- Born: Charles Ian Fisher October 4, 1965 (age 60)
- Occupation: Journalist
- Notable credit: The New York Times
- Spouse: Selma Kalousek

= Ian Fisher (journalist) =

American journalist (born 1965)

Charles Ian Fisher (born October 4, 1965) is an American journalist who edits for The New York Times. He worked for 27 years at The New York Times, as a foreign and war correspondent, editor and digital chief. After six years at Bloomberg starting in 2018, he returned to The Times in 2026 as Washington, DC, weekend editor.

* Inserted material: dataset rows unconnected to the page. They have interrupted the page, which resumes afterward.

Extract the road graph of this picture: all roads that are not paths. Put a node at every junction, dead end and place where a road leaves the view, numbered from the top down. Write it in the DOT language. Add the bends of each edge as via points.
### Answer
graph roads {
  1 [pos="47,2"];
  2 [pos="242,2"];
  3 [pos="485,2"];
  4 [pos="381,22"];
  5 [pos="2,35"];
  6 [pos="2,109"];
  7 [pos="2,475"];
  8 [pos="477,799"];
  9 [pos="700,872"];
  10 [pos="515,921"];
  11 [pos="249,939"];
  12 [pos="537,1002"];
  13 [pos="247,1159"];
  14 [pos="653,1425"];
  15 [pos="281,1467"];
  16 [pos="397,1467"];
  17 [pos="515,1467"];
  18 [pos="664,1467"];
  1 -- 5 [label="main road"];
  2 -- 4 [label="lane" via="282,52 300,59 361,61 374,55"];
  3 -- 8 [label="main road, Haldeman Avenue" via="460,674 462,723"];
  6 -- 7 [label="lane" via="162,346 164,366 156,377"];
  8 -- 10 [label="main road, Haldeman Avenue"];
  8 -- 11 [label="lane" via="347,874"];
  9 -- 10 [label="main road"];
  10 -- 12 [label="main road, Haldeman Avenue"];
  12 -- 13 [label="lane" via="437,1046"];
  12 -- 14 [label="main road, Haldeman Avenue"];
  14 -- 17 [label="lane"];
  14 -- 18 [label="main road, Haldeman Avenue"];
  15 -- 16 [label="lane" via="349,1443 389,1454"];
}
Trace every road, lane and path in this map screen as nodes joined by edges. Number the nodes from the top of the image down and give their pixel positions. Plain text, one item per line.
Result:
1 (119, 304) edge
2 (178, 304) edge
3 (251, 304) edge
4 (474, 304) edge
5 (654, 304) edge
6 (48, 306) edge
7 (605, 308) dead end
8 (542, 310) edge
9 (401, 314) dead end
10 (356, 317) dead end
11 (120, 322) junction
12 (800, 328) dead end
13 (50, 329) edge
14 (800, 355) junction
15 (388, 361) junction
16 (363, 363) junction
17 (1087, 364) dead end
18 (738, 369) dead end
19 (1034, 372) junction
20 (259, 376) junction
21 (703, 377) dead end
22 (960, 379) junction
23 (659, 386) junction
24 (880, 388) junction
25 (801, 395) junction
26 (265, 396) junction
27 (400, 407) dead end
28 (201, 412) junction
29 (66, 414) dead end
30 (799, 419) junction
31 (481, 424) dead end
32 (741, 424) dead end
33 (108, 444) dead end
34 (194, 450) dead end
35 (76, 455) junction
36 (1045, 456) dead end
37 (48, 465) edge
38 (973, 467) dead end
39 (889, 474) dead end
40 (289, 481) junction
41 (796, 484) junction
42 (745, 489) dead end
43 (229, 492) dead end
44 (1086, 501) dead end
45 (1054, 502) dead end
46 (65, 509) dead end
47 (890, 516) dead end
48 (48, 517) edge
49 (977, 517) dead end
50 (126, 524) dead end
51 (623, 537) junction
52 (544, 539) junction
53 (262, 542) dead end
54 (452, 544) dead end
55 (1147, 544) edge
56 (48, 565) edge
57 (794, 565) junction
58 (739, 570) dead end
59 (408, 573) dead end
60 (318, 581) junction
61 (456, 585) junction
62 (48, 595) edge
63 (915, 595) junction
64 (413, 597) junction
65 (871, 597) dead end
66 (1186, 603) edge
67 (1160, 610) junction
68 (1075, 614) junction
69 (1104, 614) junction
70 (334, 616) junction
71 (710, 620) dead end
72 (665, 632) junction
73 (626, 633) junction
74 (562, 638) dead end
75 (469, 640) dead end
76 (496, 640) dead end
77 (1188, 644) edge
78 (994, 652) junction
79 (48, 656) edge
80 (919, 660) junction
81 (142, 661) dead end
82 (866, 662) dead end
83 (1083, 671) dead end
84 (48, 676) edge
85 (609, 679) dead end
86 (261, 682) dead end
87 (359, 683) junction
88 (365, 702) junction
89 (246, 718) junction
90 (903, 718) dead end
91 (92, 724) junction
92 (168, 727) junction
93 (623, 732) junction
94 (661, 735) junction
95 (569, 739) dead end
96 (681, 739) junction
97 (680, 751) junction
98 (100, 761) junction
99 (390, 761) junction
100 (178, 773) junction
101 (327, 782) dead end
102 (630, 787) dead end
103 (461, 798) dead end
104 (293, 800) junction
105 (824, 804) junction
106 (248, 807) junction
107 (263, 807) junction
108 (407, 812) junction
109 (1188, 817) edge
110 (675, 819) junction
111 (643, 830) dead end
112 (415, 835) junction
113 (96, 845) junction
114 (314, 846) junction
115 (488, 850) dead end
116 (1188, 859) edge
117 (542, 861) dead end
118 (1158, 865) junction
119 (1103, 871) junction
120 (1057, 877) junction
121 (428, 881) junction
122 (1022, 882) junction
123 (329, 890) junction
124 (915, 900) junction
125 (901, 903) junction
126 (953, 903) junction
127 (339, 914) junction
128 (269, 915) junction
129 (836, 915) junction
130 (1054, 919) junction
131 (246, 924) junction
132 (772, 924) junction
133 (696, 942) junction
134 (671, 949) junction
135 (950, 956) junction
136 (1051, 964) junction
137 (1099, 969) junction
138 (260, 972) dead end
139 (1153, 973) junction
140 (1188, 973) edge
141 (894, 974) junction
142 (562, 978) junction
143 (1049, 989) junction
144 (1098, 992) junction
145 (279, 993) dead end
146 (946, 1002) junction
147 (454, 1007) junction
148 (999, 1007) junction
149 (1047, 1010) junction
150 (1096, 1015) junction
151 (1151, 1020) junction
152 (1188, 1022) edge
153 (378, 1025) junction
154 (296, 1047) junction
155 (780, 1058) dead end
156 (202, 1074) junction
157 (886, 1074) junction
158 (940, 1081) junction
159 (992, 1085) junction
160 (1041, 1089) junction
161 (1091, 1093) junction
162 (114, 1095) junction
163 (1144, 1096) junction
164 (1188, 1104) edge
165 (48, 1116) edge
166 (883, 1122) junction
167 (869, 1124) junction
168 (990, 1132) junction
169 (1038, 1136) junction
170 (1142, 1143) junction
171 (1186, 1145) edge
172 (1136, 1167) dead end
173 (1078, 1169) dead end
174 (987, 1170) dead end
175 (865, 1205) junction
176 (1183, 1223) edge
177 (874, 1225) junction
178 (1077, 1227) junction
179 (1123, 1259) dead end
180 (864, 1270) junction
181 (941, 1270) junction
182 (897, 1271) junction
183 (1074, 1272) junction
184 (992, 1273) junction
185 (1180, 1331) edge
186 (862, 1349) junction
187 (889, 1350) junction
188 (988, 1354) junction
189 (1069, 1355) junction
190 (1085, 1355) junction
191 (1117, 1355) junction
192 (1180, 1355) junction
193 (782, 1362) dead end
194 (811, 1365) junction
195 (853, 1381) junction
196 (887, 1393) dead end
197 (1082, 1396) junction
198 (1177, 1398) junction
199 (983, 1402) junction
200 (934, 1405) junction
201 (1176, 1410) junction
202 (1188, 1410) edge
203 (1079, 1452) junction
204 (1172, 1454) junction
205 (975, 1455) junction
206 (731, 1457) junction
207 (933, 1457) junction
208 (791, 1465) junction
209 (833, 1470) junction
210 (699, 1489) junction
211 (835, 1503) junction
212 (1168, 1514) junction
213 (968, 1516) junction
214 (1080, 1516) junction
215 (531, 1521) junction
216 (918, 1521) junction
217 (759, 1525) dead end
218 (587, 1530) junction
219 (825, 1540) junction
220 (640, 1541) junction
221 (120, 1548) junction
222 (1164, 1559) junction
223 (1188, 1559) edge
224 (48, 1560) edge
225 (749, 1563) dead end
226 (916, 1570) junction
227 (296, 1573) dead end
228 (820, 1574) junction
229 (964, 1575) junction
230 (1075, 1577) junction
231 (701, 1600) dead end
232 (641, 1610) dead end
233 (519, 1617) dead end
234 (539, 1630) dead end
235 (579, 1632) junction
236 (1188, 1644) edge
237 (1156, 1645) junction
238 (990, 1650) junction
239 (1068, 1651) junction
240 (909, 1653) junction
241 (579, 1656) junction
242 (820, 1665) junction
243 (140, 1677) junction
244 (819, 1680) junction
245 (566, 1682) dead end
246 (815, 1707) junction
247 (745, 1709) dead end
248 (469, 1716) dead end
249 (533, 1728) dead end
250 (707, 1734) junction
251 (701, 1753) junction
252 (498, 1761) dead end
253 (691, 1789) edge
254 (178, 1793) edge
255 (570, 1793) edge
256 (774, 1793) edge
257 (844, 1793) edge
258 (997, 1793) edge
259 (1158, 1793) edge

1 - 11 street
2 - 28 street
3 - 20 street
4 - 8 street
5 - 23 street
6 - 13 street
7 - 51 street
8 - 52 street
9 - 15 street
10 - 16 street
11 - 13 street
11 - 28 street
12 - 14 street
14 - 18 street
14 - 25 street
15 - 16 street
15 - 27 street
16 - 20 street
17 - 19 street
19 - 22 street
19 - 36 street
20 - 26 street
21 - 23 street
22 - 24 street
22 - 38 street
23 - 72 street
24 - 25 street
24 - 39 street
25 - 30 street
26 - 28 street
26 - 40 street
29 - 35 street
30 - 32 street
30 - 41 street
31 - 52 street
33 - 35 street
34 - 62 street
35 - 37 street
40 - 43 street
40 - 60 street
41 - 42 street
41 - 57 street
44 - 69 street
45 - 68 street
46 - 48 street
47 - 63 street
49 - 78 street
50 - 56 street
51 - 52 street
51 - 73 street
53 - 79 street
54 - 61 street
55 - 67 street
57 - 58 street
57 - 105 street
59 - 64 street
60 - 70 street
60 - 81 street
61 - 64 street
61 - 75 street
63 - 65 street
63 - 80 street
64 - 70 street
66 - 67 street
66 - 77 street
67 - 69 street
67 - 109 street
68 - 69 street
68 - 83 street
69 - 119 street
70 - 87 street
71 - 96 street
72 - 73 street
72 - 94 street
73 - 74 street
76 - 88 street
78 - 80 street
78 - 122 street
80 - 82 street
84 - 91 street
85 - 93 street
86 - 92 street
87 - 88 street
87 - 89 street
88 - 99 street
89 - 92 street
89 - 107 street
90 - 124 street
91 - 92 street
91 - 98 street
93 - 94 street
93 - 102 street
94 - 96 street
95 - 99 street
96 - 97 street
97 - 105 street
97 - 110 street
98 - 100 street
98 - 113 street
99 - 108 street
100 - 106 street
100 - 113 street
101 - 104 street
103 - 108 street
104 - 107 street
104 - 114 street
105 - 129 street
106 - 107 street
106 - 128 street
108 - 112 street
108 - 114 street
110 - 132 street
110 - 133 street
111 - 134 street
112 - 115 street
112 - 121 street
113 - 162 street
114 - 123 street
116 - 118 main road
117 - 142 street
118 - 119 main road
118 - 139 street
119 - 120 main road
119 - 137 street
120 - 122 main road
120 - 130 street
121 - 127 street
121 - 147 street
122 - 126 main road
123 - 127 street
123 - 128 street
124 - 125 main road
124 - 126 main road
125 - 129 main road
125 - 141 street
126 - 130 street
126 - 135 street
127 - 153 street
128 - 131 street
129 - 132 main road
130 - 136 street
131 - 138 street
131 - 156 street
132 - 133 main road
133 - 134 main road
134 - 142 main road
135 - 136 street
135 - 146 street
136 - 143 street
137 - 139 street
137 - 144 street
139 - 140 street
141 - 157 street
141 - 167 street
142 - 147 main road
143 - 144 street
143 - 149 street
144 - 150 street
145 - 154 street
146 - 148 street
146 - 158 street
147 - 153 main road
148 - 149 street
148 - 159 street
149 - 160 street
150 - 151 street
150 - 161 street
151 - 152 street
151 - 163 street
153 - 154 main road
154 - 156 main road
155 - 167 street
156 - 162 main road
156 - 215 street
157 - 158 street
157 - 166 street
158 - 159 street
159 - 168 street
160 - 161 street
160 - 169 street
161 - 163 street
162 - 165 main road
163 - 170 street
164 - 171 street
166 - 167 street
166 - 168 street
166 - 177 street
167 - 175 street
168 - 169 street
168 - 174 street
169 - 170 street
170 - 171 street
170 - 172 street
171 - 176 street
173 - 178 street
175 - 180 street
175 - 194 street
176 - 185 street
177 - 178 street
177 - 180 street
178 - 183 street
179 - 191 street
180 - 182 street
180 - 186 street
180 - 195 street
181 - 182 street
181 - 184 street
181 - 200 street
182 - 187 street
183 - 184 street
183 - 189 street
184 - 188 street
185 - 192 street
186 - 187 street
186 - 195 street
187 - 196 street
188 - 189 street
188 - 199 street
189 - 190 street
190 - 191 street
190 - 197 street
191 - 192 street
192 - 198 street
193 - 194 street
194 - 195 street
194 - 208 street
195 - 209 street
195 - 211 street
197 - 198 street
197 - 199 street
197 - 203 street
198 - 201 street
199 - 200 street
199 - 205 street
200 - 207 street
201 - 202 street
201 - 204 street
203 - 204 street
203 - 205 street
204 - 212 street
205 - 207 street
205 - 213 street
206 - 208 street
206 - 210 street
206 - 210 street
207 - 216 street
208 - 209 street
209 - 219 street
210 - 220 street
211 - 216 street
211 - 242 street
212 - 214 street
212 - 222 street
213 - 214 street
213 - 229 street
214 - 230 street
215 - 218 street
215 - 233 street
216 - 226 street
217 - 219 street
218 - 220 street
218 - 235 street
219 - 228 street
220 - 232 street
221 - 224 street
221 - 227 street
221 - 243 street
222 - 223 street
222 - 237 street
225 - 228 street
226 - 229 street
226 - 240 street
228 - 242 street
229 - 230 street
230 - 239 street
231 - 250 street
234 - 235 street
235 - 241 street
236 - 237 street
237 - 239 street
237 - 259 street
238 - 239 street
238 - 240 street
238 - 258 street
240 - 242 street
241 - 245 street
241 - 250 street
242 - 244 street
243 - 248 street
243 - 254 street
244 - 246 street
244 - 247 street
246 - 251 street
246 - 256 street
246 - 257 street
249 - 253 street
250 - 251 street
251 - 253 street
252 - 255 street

At The Times, he served a number of roles, from deputy executive editor in charge to digital operations in the newsroom, to investigative editor to weekend editor. From 2008 to 2011, he was deputy foreign editor. He served two years as day editor for The Times home page, and 2013 was named assistant managing editor in charge of newsroom digital operations.

Fisher graduated from Boston University in 1987 and began his newspaper career at The Sun in Lowell, Massachusetts. In 1990, he joined The New York Times as a clerk and was promoted to reporter in 1992.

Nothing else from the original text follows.